We observe the Apostle Paul “incorporating paganism” in a sense when he dialogues with the Greek intellectuals and philosophers on Mars Hill in Athens (Acts 17). He compliments their religiosity (17:22), and comments on a pagan “altar with the inscription, ‘To an unknown god.’ ” (17:23). He then goes on to preach that this “unknown god” is indeed Yahweh, the God of the Old Testament and of the Jews (17:23-24).
Then he expands upon the understanding of the true God as opposed to “shrines made by human hands” (17:24-25), and God as Sovereign and Sustaining Creator (17:26-28). In doing so he cites two pagan poets and/or philosophers: Epimenides of Crete (whom he also cites in Titus 1:12) and Aratus of Cilicia (17:28) and expands upon their understanding as well (17:29).
This is basically the same thing that the Church does with regard to pagan customs: it takes whatever is not sinful and Christianizes it. To me, this is great practical wisdom and a profound understanding of human nature. The frequent Protestant assumption that this is a wholesale adoption of paganism per se, and an evil and diabolical mixture of idolatry and paganism with Christianity is way off the mark.
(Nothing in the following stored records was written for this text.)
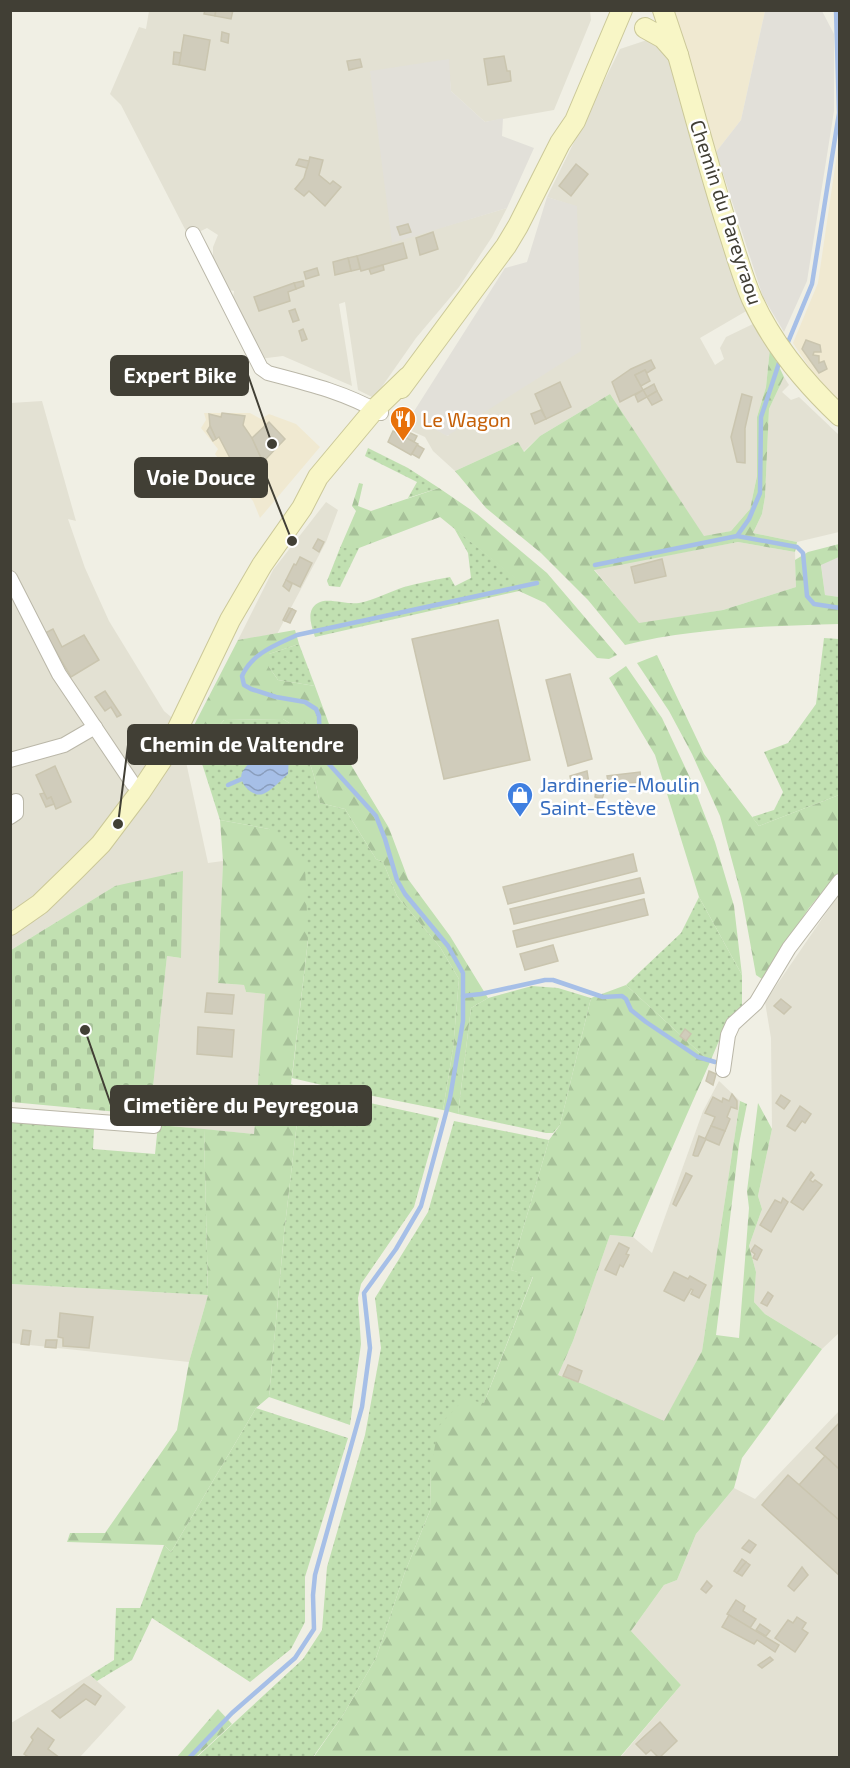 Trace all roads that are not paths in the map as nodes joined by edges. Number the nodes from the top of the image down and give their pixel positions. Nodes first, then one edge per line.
1 (663, 10) edge
2 (616, 12) edge
3 (645, 28) junction
4 (678, 55) junction
5 (193, 234) dead end
6 (378, 412) junction
7 (840, 416) edge
8 (10, 578) edge
9 (95, 727) junction
10 (10, 760) edge
11 (141, 791) junction
12 (16, 801) dead end
13 (10, 816) edge
14 (840, 881) edge
15 (10, 925) edge
16 (723, 1070) dead end
17 (10, 1115) edge
18 (154, 1126) dead end

1 - 3 main road, Chemin du Pareyraou
1 - 4 main road, Chemin du Pareyraou
2 - 3 main road
2 - 6 main road
3 - 4 main road
4 - 7 main road, Chemin du Pareyraou
5 - 6 street
6 - 11 main road
8 - 9 street
9 - 10 street
9 - 11 street
11 - 15 main road
12 - 13 street
14 - 16 street
17 - 18 street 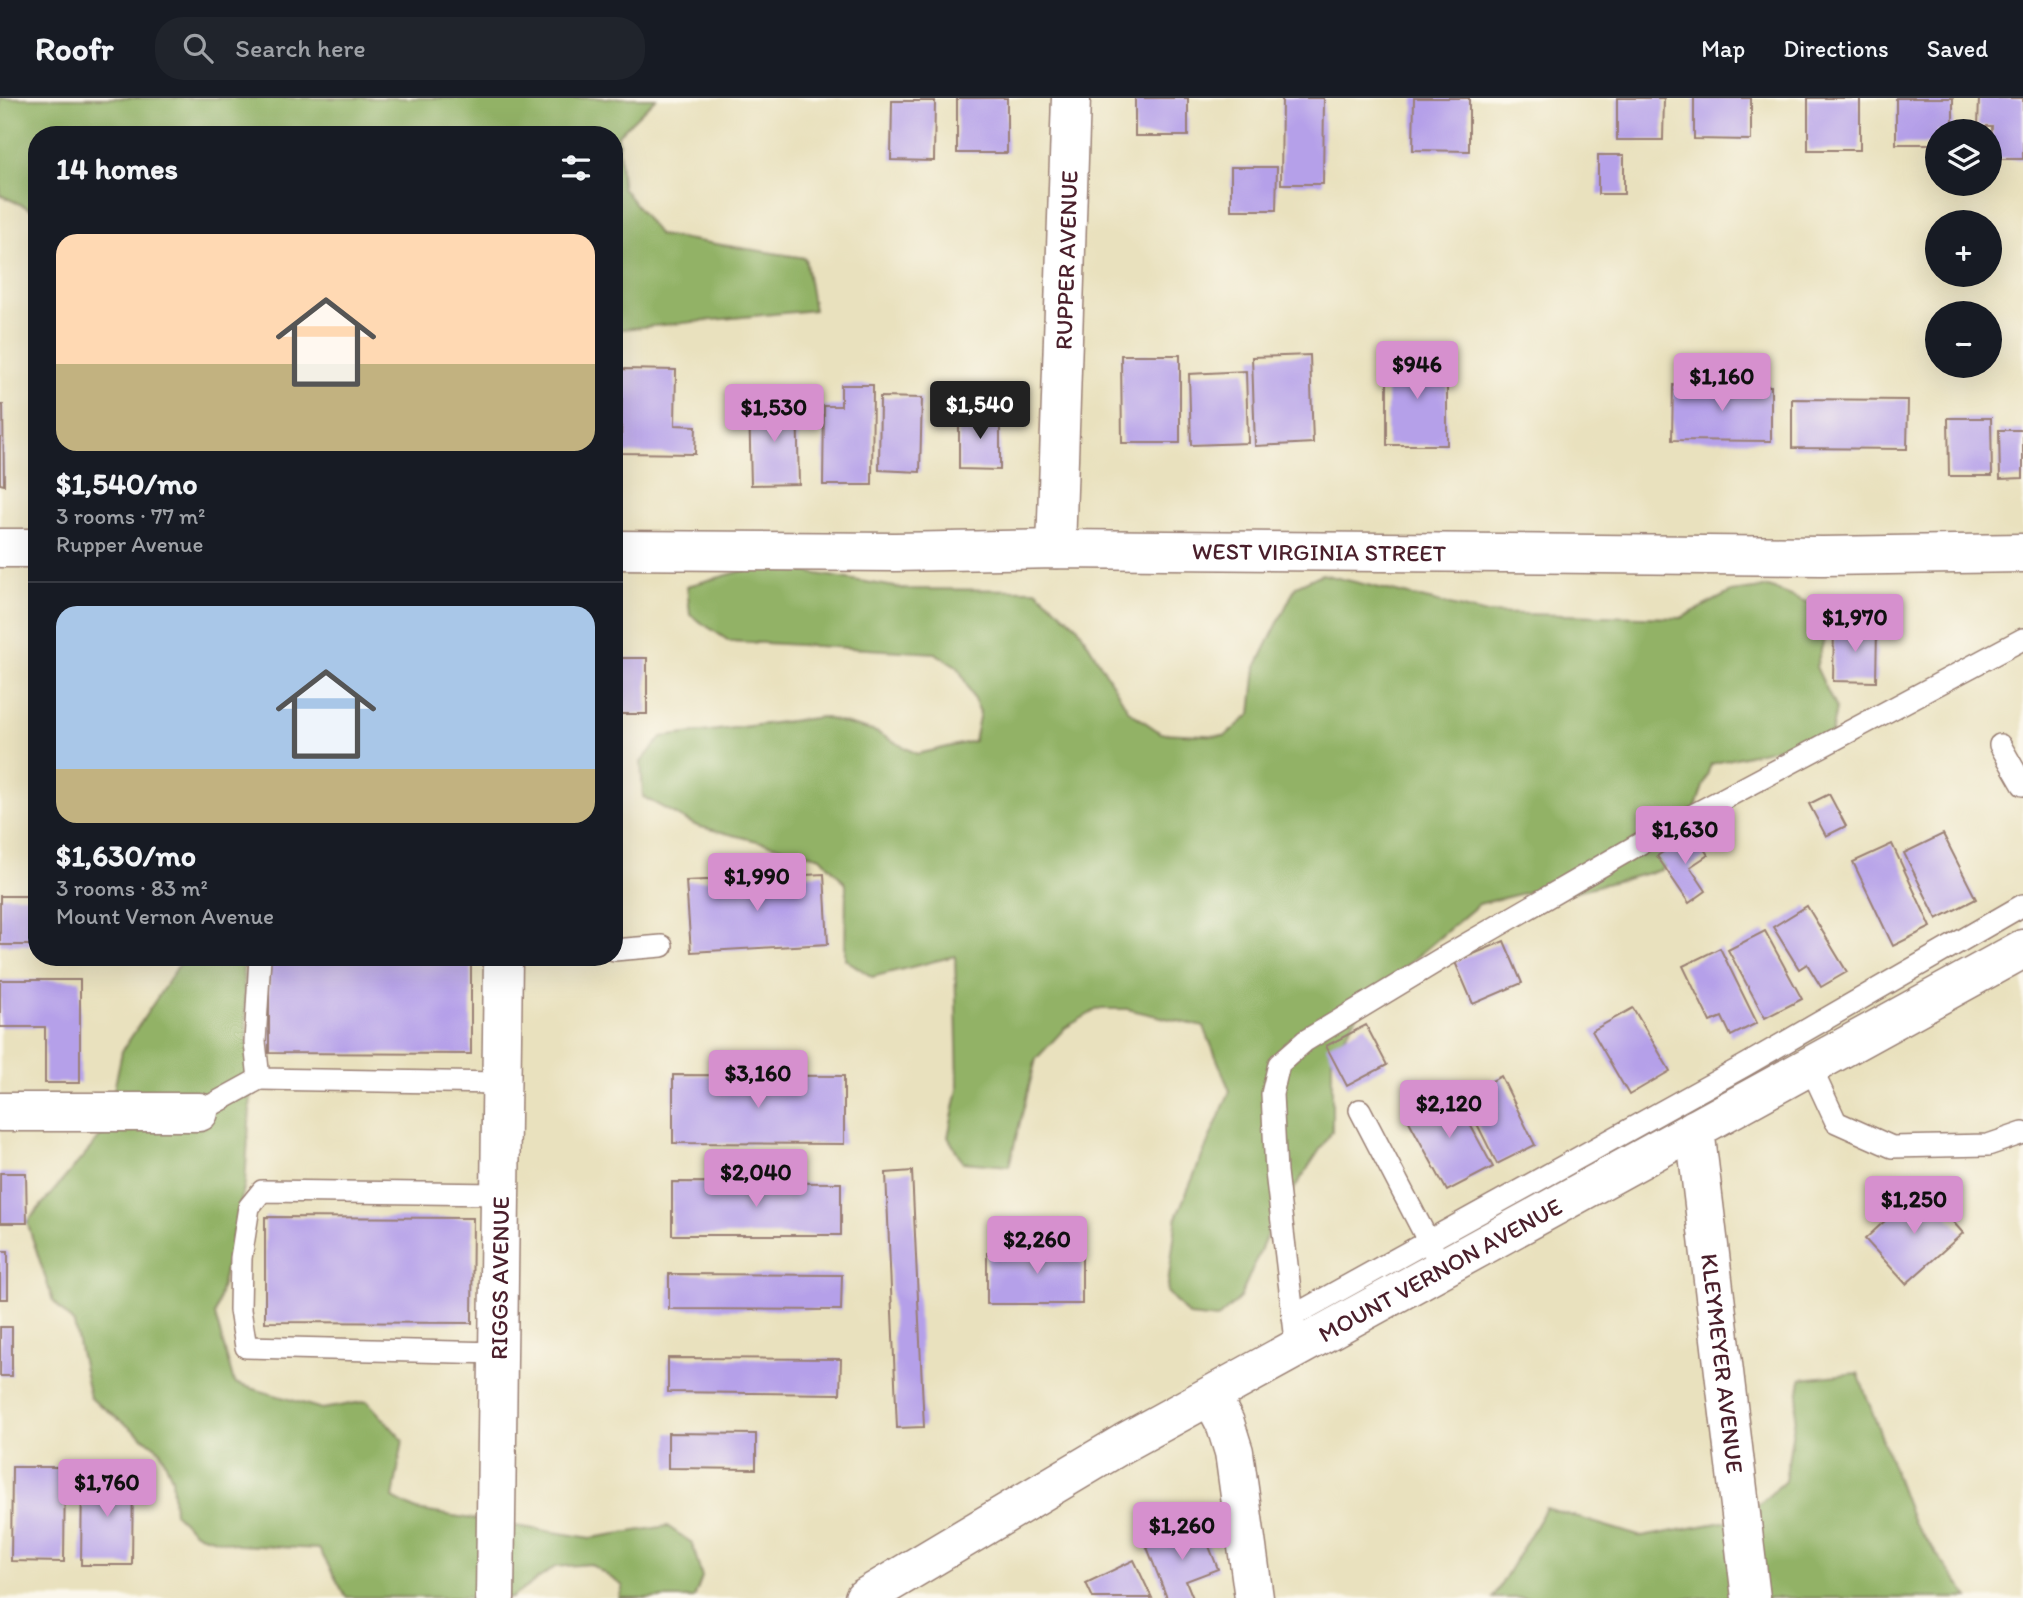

Hopefully, the above defense will answer this “reasoning” adequately. After all, the Apostle Paul is clearly guilty of mixing paganism and Christianity also. Remember, it was Paul who stated,
1 Corinthians 9:22 (NRSV) To the weak I became weak, so that I might win the weak. I have become all things to all people, that I might by all means save some. (read the context of 9:19-21)
Furthermore, skeptics of Christianity trace the Trinity itself to Babylonian three-headed gods and suchlike, and the Resurrection of Christ to Mithraism or other pagan religious beliefs, but that doesn’t stop Protestants from believing in the Triune God or the Resurrection. So this whole critique eventually backfires on those who give it.
Because the use of eggs was forbidden during Lent, they were brought to the table on Easter Day, coloured red to symbolize the Easter joy. This custom is found not only in the Latin but also in the Oriental Churches. The symbolic meaning of a new creation of mankind by Jesus risen from the dead was probably an invention of later times. The custom may have its origin in paganism, for a great many pagan customs, celebrating the return of spring, gravitated to Easter. The egg is the emblem of the germinating life of early spring.